We knew we needed more than just a new brand identity — we needed a brand platform that would leverage the strengths of all eight TCF business lines and bring everything together as one.
“In rhythm with your_________” is the new strategy-built brand platform that provides endless messaging flexibility to be extremely relevant to all TCF customers — wherever they live, whatever they need and whenever they connect with TCF. We set the tone for the entire TCF rebrand with the new TCF Bank integrated campaign using contemporary design, iconic music and beautiful storytelling.
The previous logo was an ode to swooshes with two of them circling a painfully-spaced serif — the black and all uppercase approach didn’t help either — with a burst of glitter at the beginning for good measure. The new logo is all about friendliness and accessibility and it replaces the old-school swooshes with a new-school… ribbon-flag-thing. I really don’t know what it is, what it represents, or why even have it as it’s barely there. It’s so condensed in relationship to the rest of the wordmark that it feels like an appendage.
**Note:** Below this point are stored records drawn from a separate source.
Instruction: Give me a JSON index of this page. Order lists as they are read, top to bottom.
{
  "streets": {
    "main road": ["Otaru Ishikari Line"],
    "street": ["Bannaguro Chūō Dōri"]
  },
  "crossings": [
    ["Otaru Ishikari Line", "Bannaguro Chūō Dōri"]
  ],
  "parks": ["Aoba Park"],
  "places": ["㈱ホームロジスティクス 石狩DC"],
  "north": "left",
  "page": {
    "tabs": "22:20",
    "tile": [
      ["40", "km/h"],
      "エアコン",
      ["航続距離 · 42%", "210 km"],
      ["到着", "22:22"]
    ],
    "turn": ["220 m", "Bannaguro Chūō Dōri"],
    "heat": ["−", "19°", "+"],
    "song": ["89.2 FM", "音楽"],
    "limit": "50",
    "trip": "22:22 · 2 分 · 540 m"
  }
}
The gradients don’t win it any additional grace with me. The focus of the logo is on the wordmark, that goes the full opposite of the old one with a lowercase approach. At first glance it’s okay but the “f” is far too tall and even though “f”s are generally taller than “t”s, here the difference is too pronounced. The “bank” typography is okay too and I like how it aligns with the crossbar of the “f” but that “nk” ligature, though, I don’t know… Overall, it’s not a bad logo but, being relatively minimal, any small detail stands out.
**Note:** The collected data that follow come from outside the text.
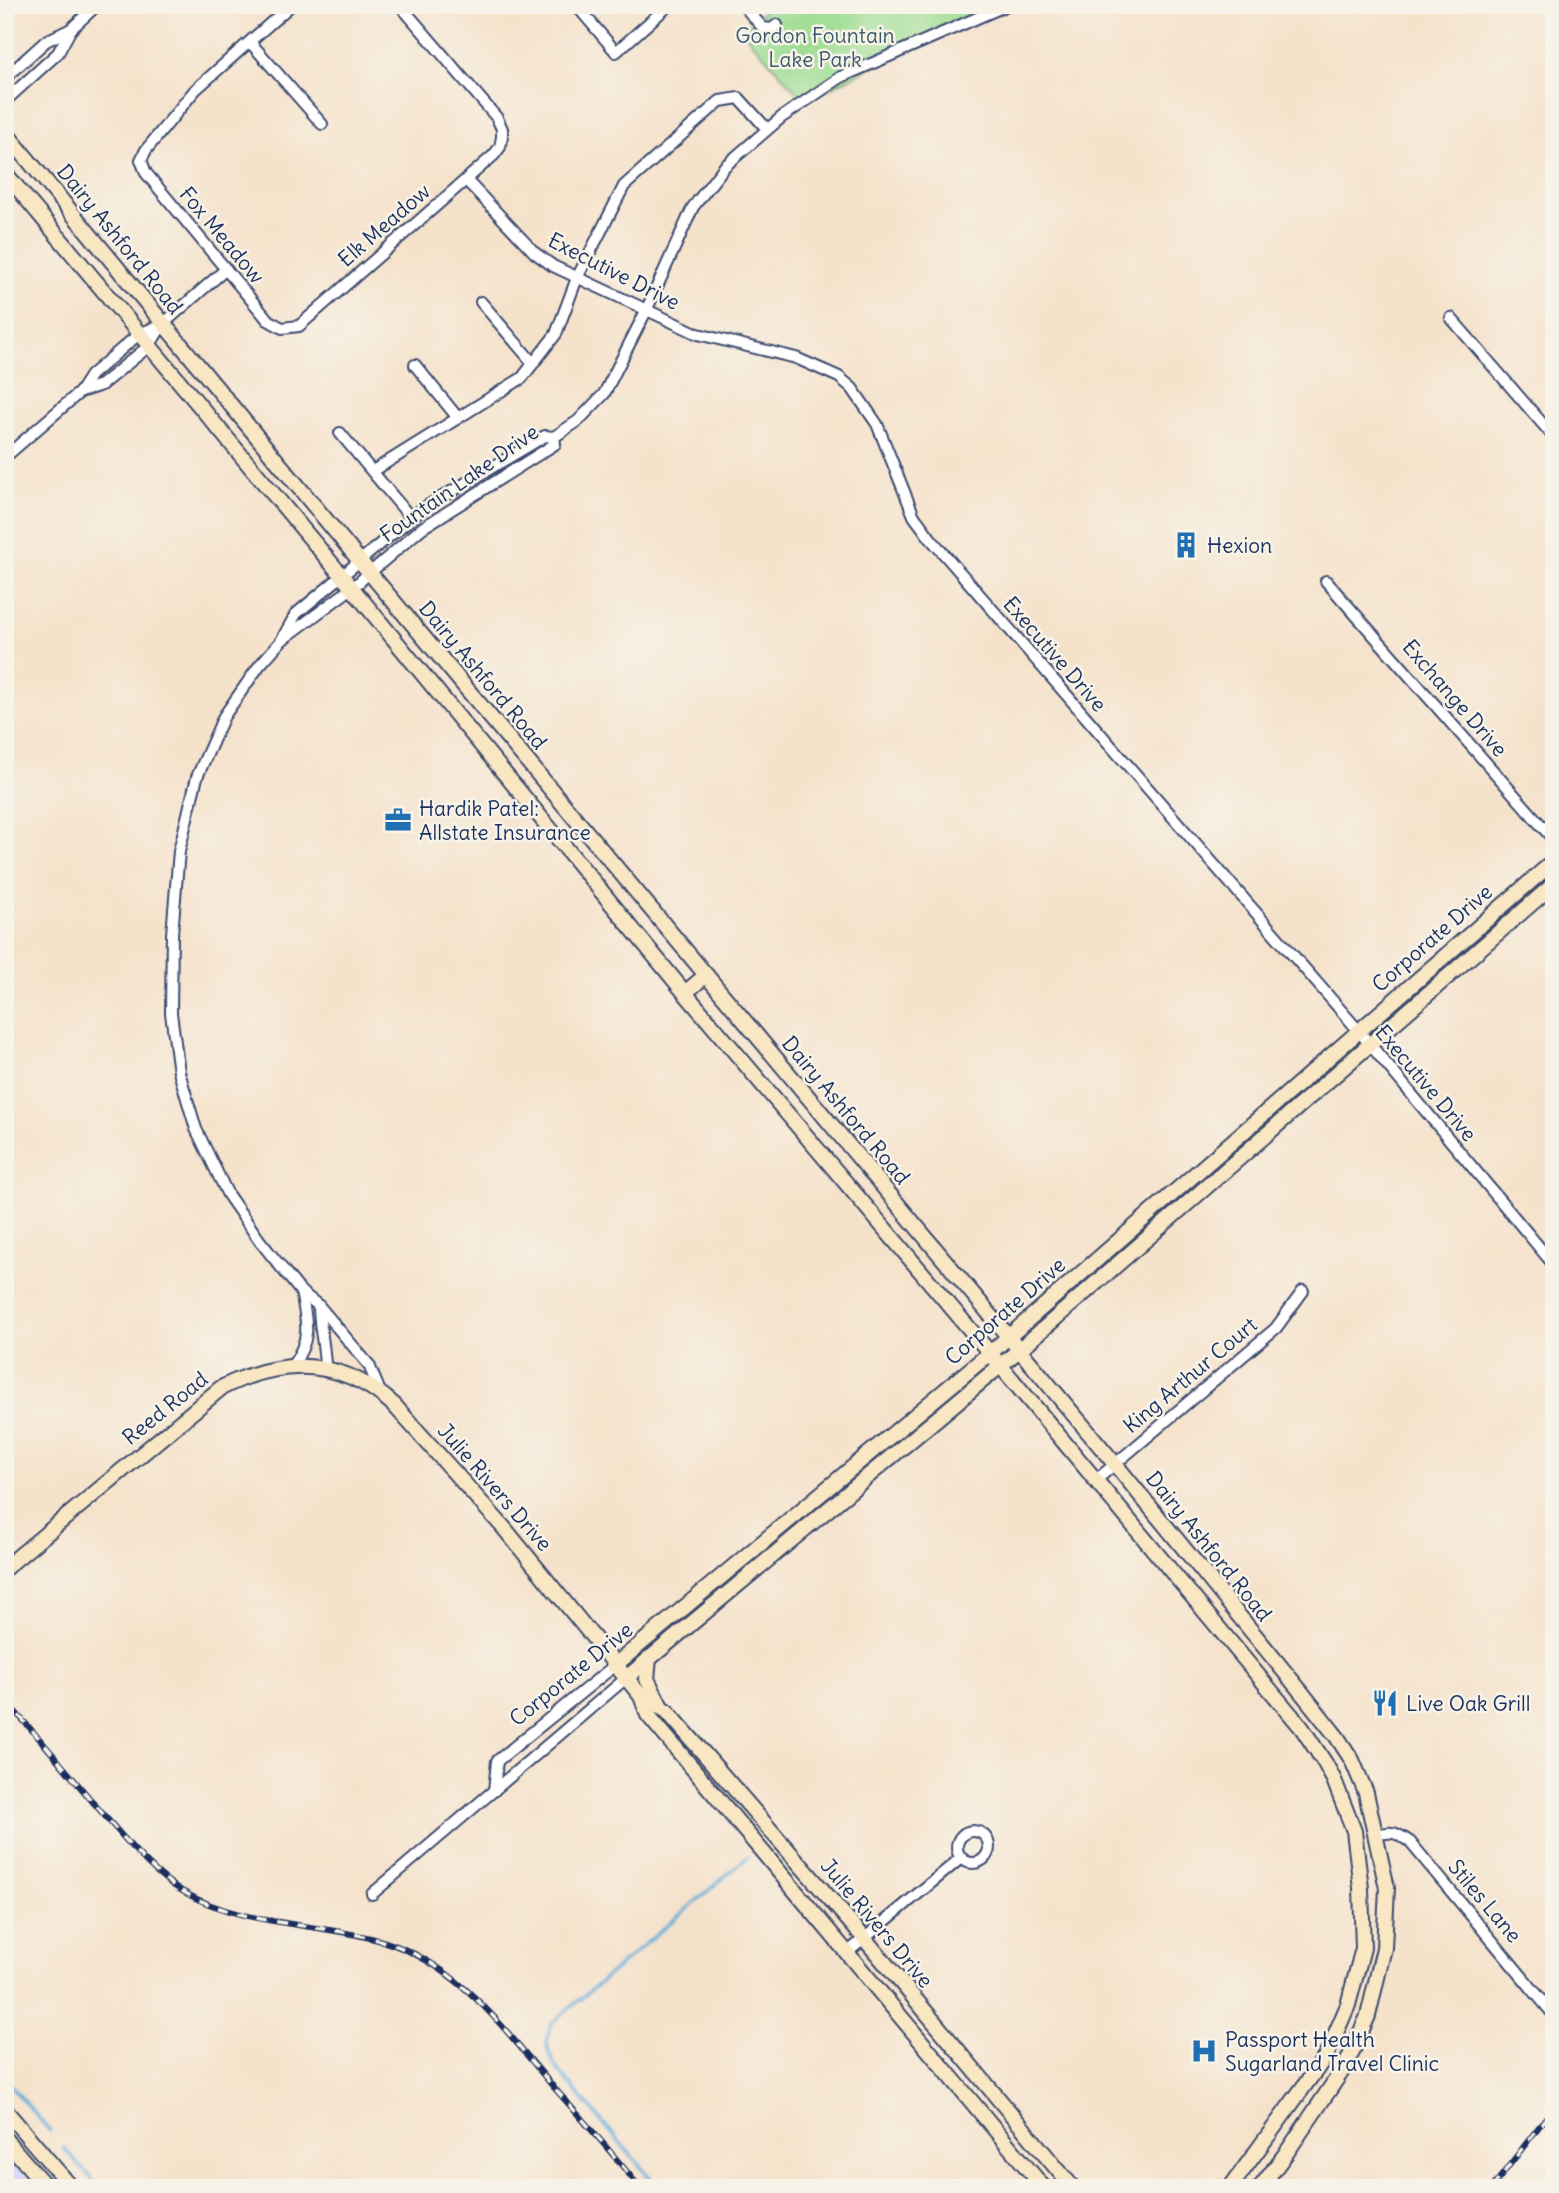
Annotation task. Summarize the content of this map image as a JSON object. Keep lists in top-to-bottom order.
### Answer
{
  "streets": {
    "main road": [
      "Dairy Ashford Road",
      "Corporate Drive",
      "Reed Road",
      "Julie Rivers Drive"
    ],
    "street": [
      "Elk Meadow",
      "Fox Meadow",
      "Executive Drive",
      "Fountain Lake Drive",
      "Exchange Drive",
      "King Arthur Court",
      "Stiles Lane"
    ]
  },
  "crossings": [
    ["Elk Meadow", "Fox Meadow"],
    ["Elk Meadow", "Executive Drive"],
    ["Dairy Ashford Road", "Fountain Lake Drive"],
    ["Dairy Ashford Road", "Corporate Drive"],
    ["Dairy Ashford Road", "King Arthur Court"],
    ["Dairy Ashford Road", "Julie Rivers Drive"],
    ["Dairy Ashford Road", "Stiles Lane"],
    ["Executive Drive", "Fountain Lake Drive"],
    ["Executive Drive", "Corporate Drive"],
    ["Fountain Lake Drive", "Julie Rivers Drive"],
    ["Corporate Drive", "Julie Rivers Drive"],
    ["Reed Road", "Julie Rivers Drive"]
  ],
  "parks": ["Gordon Fountain Lake Park"],
  "places": {
    "building": ["Hexion"],
    "office": ["Hardik Patel: Allstate Insurance"],
    "restaurant": ["Live Oak Grill"],
    "hospital": ["Passport Health Sugarland Travel Clinic"]
  }
}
In application, the swooshes make a comeback as a layout device and they are not as annoying as they could be. What’s more annoying is the italic type in the ads — delivering the “In rhythm with your [blank]” brand campaign — that I feel cheapens the look. Italic sans serifs are hard to pull off and this default-looking choice is not the best way to do it. Then there is the addition of handwritten text on a faux blank area. It’s just trying too hard and doing too many things. The brochures share the swoosh but have another sans serif in use altogether. The TV spots are cute and the logo animation at the end, almost sells the icon. Overall, the identity is lively and feels very consumer-oriented so it will probably do just fine in the marketplace.